Cuando empezamos a soñar Casa Khuyana, entendimos que nuestro compromiso era con la vida de los niños que lleguen a nuestro hospice pediátrico, para brindarles la mayor alegría, bienestar y normalidad posibles. Nuestro trabajo parte de un punto de partida: la niñez es un momento común a todas las personas, por eso, aunque quienes recibamos estén atravesando su proceso final de vida, deben jugar y tener experiencias como cualquier otro niño.
Por eso, entre los 3300 metros cuadrados que componen nuestro hospice pediátrico hay un espacio que funciona como ludoteca y biblioteca, para que los niños que reciben cuidados paliativos pediátricos puedan disfrutar de la cualidad por excelencia de la niñez: jugar.
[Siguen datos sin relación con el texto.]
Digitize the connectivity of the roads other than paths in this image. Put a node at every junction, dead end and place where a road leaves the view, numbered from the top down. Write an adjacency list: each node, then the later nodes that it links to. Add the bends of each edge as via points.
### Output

Con colores, libros, juguetes y computadoras, podrán estimular su imaginación e interactuar con sus pares, familiares y el equipo de Casa Khuyana.
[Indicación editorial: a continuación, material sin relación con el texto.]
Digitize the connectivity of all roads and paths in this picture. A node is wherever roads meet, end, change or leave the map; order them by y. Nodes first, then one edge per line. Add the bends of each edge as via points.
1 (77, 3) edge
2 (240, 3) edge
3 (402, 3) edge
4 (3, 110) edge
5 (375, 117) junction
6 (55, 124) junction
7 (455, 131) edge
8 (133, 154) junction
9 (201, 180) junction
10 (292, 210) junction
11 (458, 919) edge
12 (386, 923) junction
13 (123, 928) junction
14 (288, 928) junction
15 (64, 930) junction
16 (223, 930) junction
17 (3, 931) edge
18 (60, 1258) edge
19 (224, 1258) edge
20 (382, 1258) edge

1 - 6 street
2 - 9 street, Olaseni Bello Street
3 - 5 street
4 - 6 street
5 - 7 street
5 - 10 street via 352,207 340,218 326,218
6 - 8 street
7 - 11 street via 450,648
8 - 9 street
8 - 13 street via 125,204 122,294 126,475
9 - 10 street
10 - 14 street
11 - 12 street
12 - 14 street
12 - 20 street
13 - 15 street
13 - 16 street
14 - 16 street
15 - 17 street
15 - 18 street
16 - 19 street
“Algunos tienen una expectativa de vida más corta y otros más larga, pero finalmente, son niños. Hay que adaptarse a la etapa de desarrollo en la que ellos están viviendo. Pueden ser bebés que necesiten la compañía y la estimulación de su mamá, o niños más grandes que disfrutan de actividades como pintar o jugar con rompecabezas», nos explica Virginia Garaycochea Cannon, que es médica pediátrica, magister y capacitadora en cuidados paliativos pediátricos. Ella, junto a otros especialistas, es parte del Comité Técnico de nuestra asociación civil, que prepara el modelo de atención del hospice pediátrico.
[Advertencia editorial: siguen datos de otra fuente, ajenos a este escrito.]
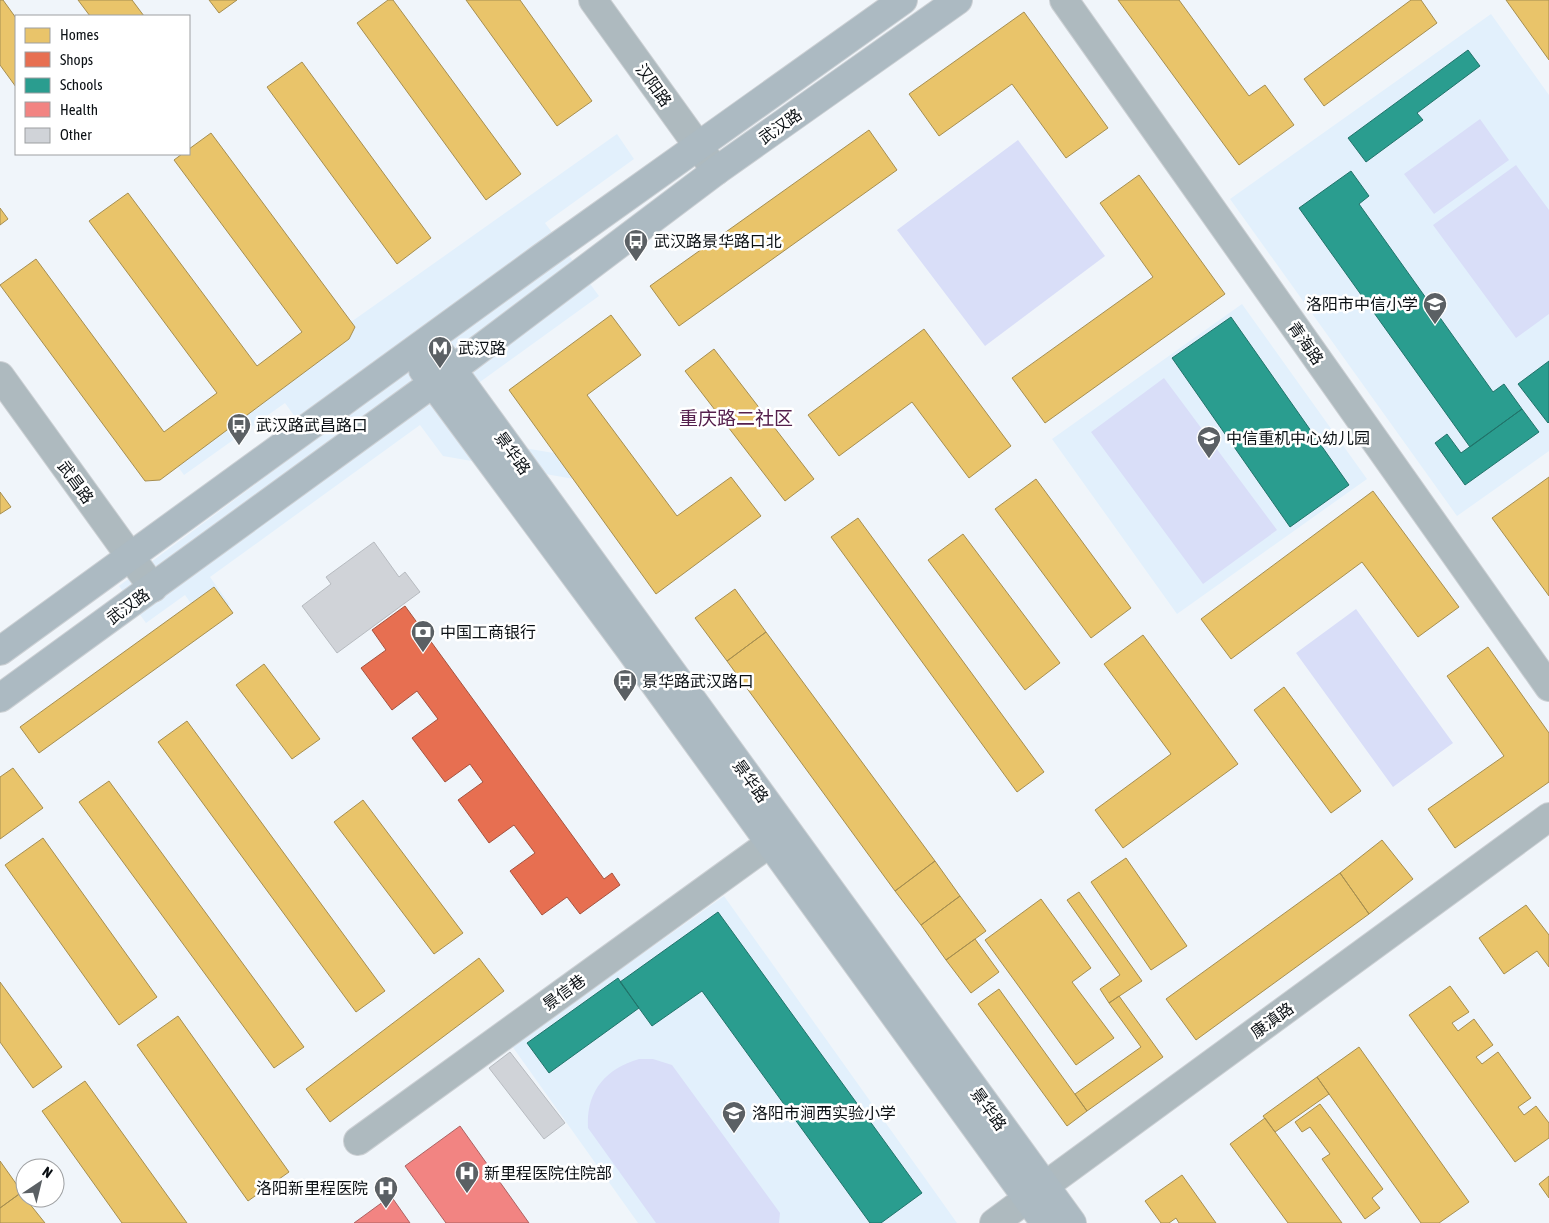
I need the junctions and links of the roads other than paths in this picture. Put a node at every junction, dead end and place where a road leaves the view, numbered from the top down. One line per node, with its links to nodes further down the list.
1 (593, 0): 5 (street, 汉阳路)
2 (903, 0): 5 (main road, 武汉路)
3 (958, 0): 6 (main road, 武汉路)
4 (1064, 0): 13 (street, 青海路)
5 (698, 146): 6 (street, 汉阳路); 7 (main road, 武汉路)
6 (716, 171): 9 (main road, 武汉路)
7 (420, 346): 9 (main road, 景华路); 10 (main road, 武汉路)
8 (0, 376): 10 (street, 武昌路)
9 (442, 376): 11 (main road, 武汉路); 17 (main road, 景华路); 19 (main road, 景华路)
10 (131, 557): 11 (street, 武昌路); 12 (main road, 武汉路)
11 (152, 588): 14 (main road, 武汉路)
12 (0, 651)
13 (1549, 686)
14 (0, 698)
15 (1549, 817): 19 (street, 康滇路)
16 (1549, 834): 19 (street, 康滇路)
17 (770, 843): 18 (street, 景信巷); 19 (main road, 景华路)
18 (358, 1141)
19 (1037, 1206): 20 (street, 康滇路); 21 (main road, 景华路)
20 (994, 1223)
21 (1072, 1223)

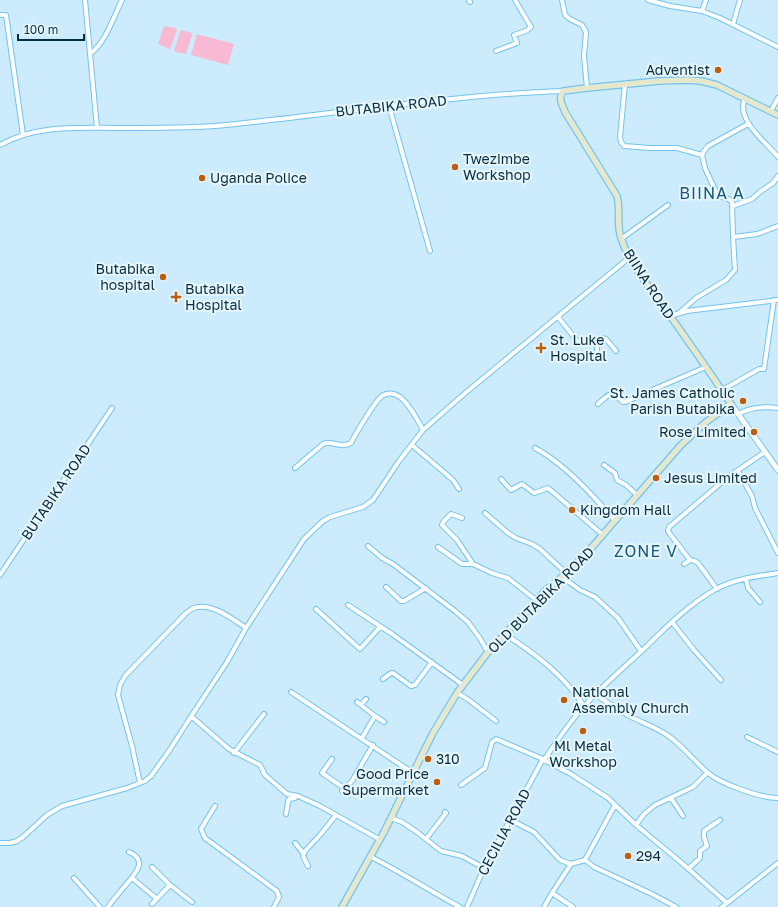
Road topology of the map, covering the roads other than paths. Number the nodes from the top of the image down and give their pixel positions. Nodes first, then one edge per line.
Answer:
1 (85, 0) edge
2 (122, 0) edge
3 (516, 0) edge
4 (562, 0) edge
5 (648, 0) edge
6 (669, 0) edge
7 (706, 0) edge
8 (740, 0) edge
9 (670, 6) junction
10 (702, 12) junction
11 (0, 15) edge
12 (733, 24) junction
13 (778, 47) edge
14 (496, 51) dead end
15 (90, 54) junction
16 (625, 84) junction
17 (587, 88) junction
18 (563, 91) junction
19 (745, 98) junction
20 (778, 98) edge
21 (389, 106) junction
22 (771, 111) junction
23 (778, 115) edge
24 (748, 124) junction
25 (97, 128) junction
26 (23, 135) junction
27 (0, 145) edge
28 (702, 155) junction
29 (778, 157) edge
30 (778, 176) edge
31 (668, 205) dead end
32 (733, 206) junction
33 (778, 226) edge
34 (733, 237) junction
35 (621, 239) junction
36 (430, 251) dead end
37 (630, 257) junction
38 (776, 300) edge
39 (679, 313) junction
40 (670, 316) junction
41 (558, 317) junction
42 (597, 340) junction
43 (616, 352) dead end
44 (596, 355) dead end
45 (706, 367) junction
46 (722, 390) junction
47 (598, 404) dead end
48 (731, 404) junction
49 (112, 408) dead end
50 (778, 408) edge
51 (738, 414) junction
52 (423, 430) junction
53 (412, 445) junction
54 (536, 448) dead end
55 (765, 452) junction
56 (604, 465) dead end
57 (295, 468) dead end
58 (778, 470) edge
59 (738, 471) junction
60 (501, 479) dead end
61 (459, 489) dead end
62 (637, 495) junction
63 (485, 513) dead end
64 (462, 518) dead end
65 (615, 521) junction
66 (603, 535) junction
67 (368, 546) dead end
68 (438, 547) dead end
69 (778, 553) edge
70 (690, 560) junction
71 (473, 564) junction
72 (684, 564) dead end
73 (778, 573) edge
74 (0, 575) edge
75 (564, 575) junction
76 (746, 579) junction
77 (386, 587) dead end
78 (426, 588) junction
79 (717, 589) junction
80 (536, 600) junction
81 (760, 602) dead end
82 (348, 605) dead end
83 (316, 609) dead end
84 (672, 622) junction
85 (380, 627) junction
86 (246, 628) junction
87 (505, 634) junction
88 (641, 651) junction
89 (488, 652) junction
90 (432, 662) junction
91 (383, 679) dead end
92 (721, 680) dead end
93 (463, 685) junction
94 (291, 692) dead end
95 (457, 693) junction
96 (595, 694) junction
97 (366, 699) dead end
98 (357, 702) dead end
99 (361, 705) junction
100 (584, 706) junction
101 (264, 714) dead end
102 (191, 716) junction
103 (376, 716) junction
104 (496, 721) dead end
105 (384, 722) dead end
106 (747, 737) dead end
107 (362, 738) junction
108 (373, 745) junction
109 (778, 752) edge
110 (234, 753) junction
111 (332, 759) dead end
112 (543, 760) junction
113 (413, 773) junction
114 (708, 773) junction
115 (140, 784) junction
116 (461, 785) dead end
117 (301, 797) junction
118 (672, 798) junction
119 (778, 798) edge
120 (615, 805) junction
121 (215, 806) dead end
122 (444, 812) dead end
123 (286, 814) dead end
124 (336, 815) junction
125 (683, 816) dead end
126 (391, 818) junction
127 (511, 820) junction
128 (720, 820) dead end
129 (636, 825) junction
130 (426, 839) junction
131 (380, 841) junction
132 (0, 843) edge
133 (295, 844) dead end
134 (129, 852) dead end
135 (304, 854) junction
136 (371, 857) junction
137 (585, 860) junction
138 (778, 863) edge
139 (570, 864) junction
140 (308, 866) dead end
141 (152, 867) dead end
142 (484, 868) junction
143 (688, 869) junction
144 (74, 878) dead end
145 (132, 878) junction
146 (170, 885) junction
147 (552, 893) junction
148 (157, 899) junction
149 (192, 902) dead end
150 (726, 903) junction
151 (152, 904) dead end
152 (100, 907) edge
153 (108, 907) edge
154 (274, 907) edge
155 (342, 907) edge
156 (460, 907) edge
157 (467, 907) edge
158 (544, 907) edge
159 (573, 907) edge
160 (676, 907) edge
161 (722, 907) edge

1 - 15 street
2 - 15 street
3 - 14 street
4 - 17 street
5 - 9 street
6 - 9 street
7 - 10 street
8 - 12 street
9 - 10 street
10 - 12 street
11 - 26 street
12 - 13 street
15 - 25 street
16 - 17 main road, BUTABIKA ROAD
16 - 19 main road, BUTABIKA ROAD
16 - 28 street
17 - 18 main road, BUTABIKA ROAD
18 - 21 street, BUTABIKA ROAD
18 - 35 main road, BIINA ROAD
19 - 22 main road, BUTABIKA ROAD
19 - 24 street
20 - 22 street
21 - 25 street, BUTABIKA ROAD
21 - 36 street
22 - 23 main road, BUTABIKA ROAD
24 - 28 street
24 - 29 street
25 - 26 street, BUTABIKA ROAD
26 - 27 street, BUTABIKA ROAD
28 - 32 street
30 - 32 street
31 - 35 street
32 - 34 street
33 - 34 street
34 - 39 street
35 - 37 main road, BIINA ROAD
37 - 40 main road, BIINA ROAD
37 - 41 street
38 - 39 street
38 - 46 street
39 - 40 street
40 - 45 main road, BIINA ROAD
41 - 42 street
41 - 52 street
42 - 43 street
42 - 44 street
45 - 46 main road, BIINA ROAD
45 - 47 street
46 - 48 main road, BIINA ROAD
48 - 51 street
48 - 62 main road, OLD BUTABIKA ROAD
49 - 74 street, BUTABIKA ROAD
50 - 51 street
51 - 55 street
52 - 53 street
52 - 57 street
53 - 61 street
53 - 86 street
54 - 65 street
55 - 58 street
55 - 59 street
56 - 62 street
59 - 69 street
59 - 70 street
60 - 66 street
62 - 65 main road, OLD BUTABIKA ROAD
63 - 75 street
64 - 71 street
65 - 66 main road, OLD BUTABIKA ROAD
66 - 75 main road, OLD BUTABIKA ROAD
67 - 78 street
68 - 71 street
70 - 72 street
70 - 79 street
71 - 80 street
73 - 76 street, CECILIA ROAD
75 - 80 main road, OLD BUTABIKA ROAD
75 - 88 street
76 - 79 street, CECILIA ROAD
76 - 81 street
77 - 78 street
78 - 89 street
79 - 84 street, CECILIA ROAD
80 - 87 main road, OLD BUTABIKA ROAD
82 - 85 street
83 - 85 street
84 - 88 street, CECILIA ROAD
84 - 92 street
85 - 90 street
86 - 102 street
86 - 115 street
87 - 89 main road, OLD BUTABIKA ROAD
87 - 100 street
88 - 96 street, CECILIA ROAD
89 - 93 main road, OLD BUTABIKA ROAD
90 - 91 street
90 - 93 street
93 - 95 main road, OLD BUTABIKA ROAD
94 - 107 street
95 - 104 street
95 - 113 main road, OLD BUTABIKA ROAD
96 - 100 street, CECILIA ROAD
96 - 114 street
97 - 99 street
98 - 99 street
99 - 103 street
100 - 112 street, CECILIA ROAD
101 - 110 street
102 - 110 street
102 - 115 street
103 - 105 street
103 - 107 street
106 - 109 street
107 - 108 street
108 - 111 street
108 - 113 street
110 - 117 street
112 - 116 street
112 - 120 street
112 - 127 street, CECILIA ROAD
113 - 126 main road, OLD BUTABIKA ROAD
114 - 118 street
114 - 119 street
115 - 132 street
117 - 123 street
117 - 124 street
118 - 125 street
118 - 129 street
120 - 129 street
120 - 137 street
121 - 154 street
122 - 130 street
124 - 131 street
124 - 135 street
126 - 130 street
126 - 131 main road, OLD BUTABIKA ROAD
127 - 139 street
127 - 142 street, CECILIA ROAD
128 - 143 street
129 - 143 street
130 - 142 street
131 - 136 main road, OLD BUTABIKA ROAD
133 - 135 street
134 - 145 street
135 - 140 street
136 - 155 main road, OLD BUTABIKA ROAD
136 - 156 street
137 - 139 street
137 - 160 street
138 - 150 street
139 - 147 street
141 - 146 street
142 - 157 street, CECILIA ROAD
143 - 150 street
144 - 152 street
145 - 148 street
145 - 153 street
146 - 148 street
146 - 149 street
147 - 158 street
147 - 159 street
148 - 151 street
150 - 161 street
Garaycochea destaca que el juego y la interacción lúdica no sólo son esenciales para el desarrollo infantil, sino también para ofrecer una sensación de normalidad y alegría en medio de las dificultades. «Para los niños, el juego es una forma de conectarse con el mundo y con las personas que los rodean. Pintar juntos, jugar con plastilina o simplemente compartir momentos de risa ayuda a hacer que su vida, aunque breve, sea lo más rica y plena posible”, considera.
En este Día del Niño y siempre, es crucial recordar que la atención paliativa pediátrica no solo se trata de gestionar el dolor y los síntomas de la enfermedad, sino de enriquecer cada momento de vida con amor, cuidado integral y dignidad. Casa Khuyana marca un hito en los cuidados paliativos de Perú por ser el primer hospice en recibir a niños con diagnóstico médico terminal y a sus familias, y brindarles servicios de forma gratuita, financiados gracias a las donaciones de toda la comunidad.